Qualunque delle contendenti si fosse trovata opposta una squadra meno raffazzonata sarebbe incorsa in una mattanza epocale. Invece, l’azzeramento dei valori ha determinato una narcolettica fiera dell’errore non provocato al cui termine, fortunatamente giunto senza ricorrere all’appendice dei tiri dal dischetto, ha vinto la formazione meno meritevole, ma più attrezzata per riuscirvi, in virtù della miglior qualità proponibile da una panca che la guida tecnica presidia con l’impagabile sostegno della dea bendata.
Affatto casualmente, la rete che ha permesso ai Campioni d’Italia di rimpinguare la bacheca, determinato il totale fallimento dell’annata milanista e regalato al Sassuolo la partecipazione alla prossima Uefa Europa League, è stata confezionata da due subentrati, Cuadrado e Morata, tra l’altro al pressoché certo passo d’addio, che hanno inteso celebrare con un’adesione totale il mantra societario che invita a crederci “Finoallafine”.
Chi tutto e chi niente, manco le briciole, è stato dunque il format territoriale di un sequel che, a dispetto dei riscontri numerici, si è concluso con lo stesso fastidioso disappunto che ingenera un bel film non terminato secondo aspettative; un retrogusto acre, di “Fragola” marcia, acuito e scandito da un’ultima colonna sonora, invero tremenda. Cos’ha fatto di male Mameli perché la sua marcetta, già di per sé musicalmente insignificante, debba essere stuprata con regolare e noncurante perfidia?

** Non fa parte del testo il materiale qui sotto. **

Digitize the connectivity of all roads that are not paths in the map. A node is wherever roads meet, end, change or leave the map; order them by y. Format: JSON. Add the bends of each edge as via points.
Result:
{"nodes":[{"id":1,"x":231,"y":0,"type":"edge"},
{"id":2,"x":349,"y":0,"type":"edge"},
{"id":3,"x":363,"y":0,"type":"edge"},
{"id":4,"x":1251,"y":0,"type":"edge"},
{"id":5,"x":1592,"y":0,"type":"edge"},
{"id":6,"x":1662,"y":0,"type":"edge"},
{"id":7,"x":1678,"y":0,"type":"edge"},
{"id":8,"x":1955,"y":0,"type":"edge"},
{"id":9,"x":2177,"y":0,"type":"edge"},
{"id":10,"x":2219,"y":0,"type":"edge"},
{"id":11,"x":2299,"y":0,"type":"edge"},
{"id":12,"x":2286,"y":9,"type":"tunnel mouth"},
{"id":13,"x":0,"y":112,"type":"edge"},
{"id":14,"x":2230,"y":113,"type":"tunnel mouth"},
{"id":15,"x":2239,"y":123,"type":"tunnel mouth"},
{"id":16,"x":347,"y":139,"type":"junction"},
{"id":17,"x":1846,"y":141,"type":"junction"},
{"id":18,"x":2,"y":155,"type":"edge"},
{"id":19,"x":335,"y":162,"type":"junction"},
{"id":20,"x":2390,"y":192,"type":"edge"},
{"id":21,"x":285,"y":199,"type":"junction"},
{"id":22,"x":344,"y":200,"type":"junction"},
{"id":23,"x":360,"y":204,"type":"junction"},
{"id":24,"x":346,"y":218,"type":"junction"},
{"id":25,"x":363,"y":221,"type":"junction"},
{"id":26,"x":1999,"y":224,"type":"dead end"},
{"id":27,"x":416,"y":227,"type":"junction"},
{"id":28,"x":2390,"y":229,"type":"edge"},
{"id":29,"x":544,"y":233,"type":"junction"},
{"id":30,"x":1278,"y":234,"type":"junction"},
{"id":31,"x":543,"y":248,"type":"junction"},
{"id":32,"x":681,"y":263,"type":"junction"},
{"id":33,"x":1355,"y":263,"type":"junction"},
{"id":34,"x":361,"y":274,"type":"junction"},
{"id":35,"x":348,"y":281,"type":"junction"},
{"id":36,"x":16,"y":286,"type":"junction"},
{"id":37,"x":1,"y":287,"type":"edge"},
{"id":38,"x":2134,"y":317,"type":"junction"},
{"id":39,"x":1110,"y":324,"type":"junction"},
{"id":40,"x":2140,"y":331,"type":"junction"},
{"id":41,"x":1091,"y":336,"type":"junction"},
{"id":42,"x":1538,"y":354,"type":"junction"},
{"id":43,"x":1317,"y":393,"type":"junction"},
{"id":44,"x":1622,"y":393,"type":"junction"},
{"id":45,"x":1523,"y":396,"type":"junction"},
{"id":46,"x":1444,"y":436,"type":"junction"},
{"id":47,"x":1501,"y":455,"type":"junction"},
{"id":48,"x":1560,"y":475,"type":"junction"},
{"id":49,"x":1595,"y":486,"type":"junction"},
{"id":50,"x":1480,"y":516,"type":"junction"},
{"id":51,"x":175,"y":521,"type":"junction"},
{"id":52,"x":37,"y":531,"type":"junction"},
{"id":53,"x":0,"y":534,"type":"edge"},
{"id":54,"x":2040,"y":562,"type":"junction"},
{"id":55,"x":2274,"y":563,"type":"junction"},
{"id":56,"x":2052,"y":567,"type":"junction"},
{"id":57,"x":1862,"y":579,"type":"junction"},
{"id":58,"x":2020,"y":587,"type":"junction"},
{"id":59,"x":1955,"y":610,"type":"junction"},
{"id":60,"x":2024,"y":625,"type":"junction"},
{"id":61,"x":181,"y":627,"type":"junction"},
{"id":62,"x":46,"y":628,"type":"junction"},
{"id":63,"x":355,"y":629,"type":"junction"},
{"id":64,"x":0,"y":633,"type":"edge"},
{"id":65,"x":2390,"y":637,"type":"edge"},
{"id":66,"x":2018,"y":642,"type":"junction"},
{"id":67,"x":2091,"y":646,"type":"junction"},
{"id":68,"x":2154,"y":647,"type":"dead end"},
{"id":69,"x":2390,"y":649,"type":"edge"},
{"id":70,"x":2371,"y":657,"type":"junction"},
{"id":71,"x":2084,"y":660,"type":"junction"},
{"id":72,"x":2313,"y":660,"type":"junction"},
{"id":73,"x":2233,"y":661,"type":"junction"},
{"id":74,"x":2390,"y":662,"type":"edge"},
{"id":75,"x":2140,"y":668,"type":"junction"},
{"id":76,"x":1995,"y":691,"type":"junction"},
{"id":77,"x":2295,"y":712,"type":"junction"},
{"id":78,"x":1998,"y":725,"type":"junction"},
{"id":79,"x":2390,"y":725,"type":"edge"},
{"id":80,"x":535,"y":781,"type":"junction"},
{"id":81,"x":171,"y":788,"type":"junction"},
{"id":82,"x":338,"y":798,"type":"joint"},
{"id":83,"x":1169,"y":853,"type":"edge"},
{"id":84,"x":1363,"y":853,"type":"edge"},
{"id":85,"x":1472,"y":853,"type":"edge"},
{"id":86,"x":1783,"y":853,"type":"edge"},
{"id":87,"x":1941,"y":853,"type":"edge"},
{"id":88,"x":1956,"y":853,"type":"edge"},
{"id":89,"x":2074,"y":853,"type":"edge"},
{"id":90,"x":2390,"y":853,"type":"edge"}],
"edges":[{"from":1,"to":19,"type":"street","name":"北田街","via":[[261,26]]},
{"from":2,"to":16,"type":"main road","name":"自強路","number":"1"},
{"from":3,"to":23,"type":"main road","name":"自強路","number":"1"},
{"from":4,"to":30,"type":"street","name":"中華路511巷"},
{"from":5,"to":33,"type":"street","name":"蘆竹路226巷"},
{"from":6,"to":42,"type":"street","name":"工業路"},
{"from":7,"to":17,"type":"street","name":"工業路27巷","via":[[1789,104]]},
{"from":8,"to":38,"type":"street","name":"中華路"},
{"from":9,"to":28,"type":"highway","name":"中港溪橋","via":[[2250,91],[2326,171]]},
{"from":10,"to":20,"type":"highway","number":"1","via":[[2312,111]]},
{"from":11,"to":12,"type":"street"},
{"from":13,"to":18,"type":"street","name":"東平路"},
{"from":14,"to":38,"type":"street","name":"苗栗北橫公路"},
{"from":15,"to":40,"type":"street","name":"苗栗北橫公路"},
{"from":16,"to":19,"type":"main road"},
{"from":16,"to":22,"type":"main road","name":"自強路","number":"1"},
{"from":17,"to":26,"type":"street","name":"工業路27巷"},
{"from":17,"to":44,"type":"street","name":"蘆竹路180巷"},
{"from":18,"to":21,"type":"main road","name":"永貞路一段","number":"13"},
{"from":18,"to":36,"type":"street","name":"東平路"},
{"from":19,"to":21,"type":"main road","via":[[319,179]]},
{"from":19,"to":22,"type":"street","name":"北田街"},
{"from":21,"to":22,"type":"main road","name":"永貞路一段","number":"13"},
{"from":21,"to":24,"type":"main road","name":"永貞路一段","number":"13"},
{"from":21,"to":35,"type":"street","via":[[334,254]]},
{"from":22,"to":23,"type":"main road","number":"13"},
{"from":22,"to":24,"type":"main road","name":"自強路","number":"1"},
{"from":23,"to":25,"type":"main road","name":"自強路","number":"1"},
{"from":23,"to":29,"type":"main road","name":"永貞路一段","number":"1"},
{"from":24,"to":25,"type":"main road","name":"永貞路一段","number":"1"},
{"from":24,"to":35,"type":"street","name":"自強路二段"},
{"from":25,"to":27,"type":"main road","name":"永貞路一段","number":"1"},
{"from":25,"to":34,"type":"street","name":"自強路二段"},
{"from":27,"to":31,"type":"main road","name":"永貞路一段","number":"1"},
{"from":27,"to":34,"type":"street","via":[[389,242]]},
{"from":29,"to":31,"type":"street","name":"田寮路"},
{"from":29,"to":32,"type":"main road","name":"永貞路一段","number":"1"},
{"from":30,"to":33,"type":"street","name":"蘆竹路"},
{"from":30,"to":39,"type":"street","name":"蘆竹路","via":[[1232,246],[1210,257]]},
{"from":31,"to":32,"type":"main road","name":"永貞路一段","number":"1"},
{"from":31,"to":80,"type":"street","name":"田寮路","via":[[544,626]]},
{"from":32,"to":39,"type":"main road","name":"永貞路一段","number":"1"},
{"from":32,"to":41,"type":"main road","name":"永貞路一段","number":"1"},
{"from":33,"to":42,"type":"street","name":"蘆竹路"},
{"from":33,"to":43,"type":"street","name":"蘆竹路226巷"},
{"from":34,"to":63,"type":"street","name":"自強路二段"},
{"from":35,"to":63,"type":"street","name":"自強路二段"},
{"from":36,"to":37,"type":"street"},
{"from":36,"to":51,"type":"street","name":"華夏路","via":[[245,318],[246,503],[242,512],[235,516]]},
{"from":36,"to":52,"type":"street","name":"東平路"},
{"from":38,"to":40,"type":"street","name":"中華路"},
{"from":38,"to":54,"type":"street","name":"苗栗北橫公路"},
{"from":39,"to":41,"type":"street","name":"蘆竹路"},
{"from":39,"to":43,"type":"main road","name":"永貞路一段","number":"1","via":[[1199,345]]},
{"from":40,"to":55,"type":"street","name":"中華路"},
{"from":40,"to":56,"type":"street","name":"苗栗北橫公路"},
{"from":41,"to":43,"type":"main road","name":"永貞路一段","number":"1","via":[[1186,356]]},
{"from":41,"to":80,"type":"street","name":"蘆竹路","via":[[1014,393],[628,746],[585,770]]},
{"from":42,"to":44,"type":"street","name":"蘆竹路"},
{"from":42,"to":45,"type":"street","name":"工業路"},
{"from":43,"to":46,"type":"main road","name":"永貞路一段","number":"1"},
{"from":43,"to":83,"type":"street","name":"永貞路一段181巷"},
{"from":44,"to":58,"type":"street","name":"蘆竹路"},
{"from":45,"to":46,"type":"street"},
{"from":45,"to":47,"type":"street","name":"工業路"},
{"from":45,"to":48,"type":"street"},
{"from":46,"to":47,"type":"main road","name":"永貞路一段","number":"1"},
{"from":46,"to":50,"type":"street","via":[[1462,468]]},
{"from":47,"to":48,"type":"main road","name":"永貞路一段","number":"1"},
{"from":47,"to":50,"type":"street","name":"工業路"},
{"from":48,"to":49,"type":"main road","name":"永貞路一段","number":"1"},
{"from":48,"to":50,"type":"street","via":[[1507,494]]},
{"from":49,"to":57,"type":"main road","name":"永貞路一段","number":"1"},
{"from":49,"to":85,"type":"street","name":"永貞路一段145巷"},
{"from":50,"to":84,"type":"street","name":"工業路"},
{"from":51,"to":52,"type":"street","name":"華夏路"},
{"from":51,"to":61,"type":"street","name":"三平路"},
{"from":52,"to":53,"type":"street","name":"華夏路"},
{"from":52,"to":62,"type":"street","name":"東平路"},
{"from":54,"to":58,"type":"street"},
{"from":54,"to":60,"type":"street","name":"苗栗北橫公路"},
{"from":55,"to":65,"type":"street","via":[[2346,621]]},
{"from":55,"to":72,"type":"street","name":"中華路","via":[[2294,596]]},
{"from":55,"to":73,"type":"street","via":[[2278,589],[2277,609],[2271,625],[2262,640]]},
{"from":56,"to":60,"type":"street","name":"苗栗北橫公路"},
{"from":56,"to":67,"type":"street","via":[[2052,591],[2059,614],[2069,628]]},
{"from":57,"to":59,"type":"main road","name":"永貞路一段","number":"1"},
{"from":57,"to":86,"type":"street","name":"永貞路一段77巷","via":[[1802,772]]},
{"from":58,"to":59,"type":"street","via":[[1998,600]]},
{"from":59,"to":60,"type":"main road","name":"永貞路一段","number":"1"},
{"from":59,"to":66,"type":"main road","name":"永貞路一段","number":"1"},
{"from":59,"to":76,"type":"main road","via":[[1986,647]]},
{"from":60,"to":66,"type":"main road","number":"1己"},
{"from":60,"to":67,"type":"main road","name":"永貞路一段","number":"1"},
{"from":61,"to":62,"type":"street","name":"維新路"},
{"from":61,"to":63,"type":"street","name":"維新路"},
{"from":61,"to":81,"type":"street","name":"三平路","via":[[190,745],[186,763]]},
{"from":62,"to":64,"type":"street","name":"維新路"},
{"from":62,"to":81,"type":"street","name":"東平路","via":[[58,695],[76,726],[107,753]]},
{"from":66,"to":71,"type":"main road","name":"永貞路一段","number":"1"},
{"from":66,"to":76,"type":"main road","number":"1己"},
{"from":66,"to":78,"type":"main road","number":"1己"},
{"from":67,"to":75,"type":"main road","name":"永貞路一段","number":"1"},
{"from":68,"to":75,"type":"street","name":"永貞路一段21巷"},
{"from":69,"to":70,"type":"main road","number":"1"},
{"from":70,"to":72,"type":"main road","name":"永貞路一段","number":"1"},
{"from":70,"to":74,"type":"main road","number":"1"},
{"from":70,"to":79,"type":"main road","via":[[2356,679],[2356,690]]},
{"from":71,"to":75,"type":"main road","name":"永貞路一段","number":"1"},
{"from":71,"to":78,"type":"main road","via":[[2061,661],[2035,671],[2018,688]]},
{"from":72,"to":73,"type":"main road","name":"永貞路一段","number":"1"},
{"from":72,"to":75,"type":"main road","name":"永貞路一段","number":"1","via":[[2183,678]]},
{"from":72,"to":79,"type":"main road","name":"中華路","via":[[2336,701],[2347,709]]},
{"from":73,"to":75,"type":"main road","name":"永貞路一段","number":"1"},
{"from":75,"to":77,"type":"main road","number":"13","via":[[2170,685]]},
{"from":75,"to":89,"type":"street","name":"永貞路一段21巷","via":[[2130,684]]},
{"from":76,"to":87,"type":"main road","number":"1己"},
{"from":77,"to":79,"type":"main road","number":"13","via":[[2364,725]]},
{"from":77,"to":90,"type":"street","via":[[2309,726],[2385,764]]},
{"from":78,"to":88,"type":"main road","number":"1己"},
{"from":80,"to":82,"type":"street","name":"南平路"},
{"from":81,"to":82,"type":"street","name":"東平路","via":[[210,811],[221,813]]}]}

Forse ce lo dirà, prima o poi, Adam Kadmon. Nell’attesa siamo abbastanza sicuri che i profeti del giorno dopo si sdilinquiranno in retoriche esaltazioni del carattere e del cinismo esibiti dalla Signora Omicidi al cospetto dei plenipotenziari del football tricolore.
Più prosaicamente, la brutta partita che ha consegnato ai reliquiari l’ultimo pallone stagionale è stata un monito, l’anticipazione di un futuro che può essere evitato se prevarrà il buon senso, anziché la passione per gli sport estremi.
Se davvero la Juventus intende perseverare a lungo termine i momenti di gloria con cui ha punteggiato l’ultimo lustro, dovrà necessariamente, costi quel che costi, sostituire degnamente i partenti “obtorto collo”, arruolare due centrocampisti di comprovato valore internazionale da schierare “titolarissimi” al fianco di Paul Pogba e integrare il pacchetto arretrato come natura impone, dato che pure Rugani, allo stato dell’arte, è ben lungi dal meritare incondizionata fiducia.
Viceversa, l’anno che verrà offrirebbe le stesse disgraziate prospettive accreditabili a chi guida contromano in autostrada.
Quindi, che il doppio ambo estratto sulla ruota di Roma non illuda. Vincere sarà pure l’unica cosa che conta, ma il modo può essere trascurato solo nei bar, veri, o presunti tali; siano essi certe pagine dei social network o, peggio ancora, alcuni “salotti” televisivi.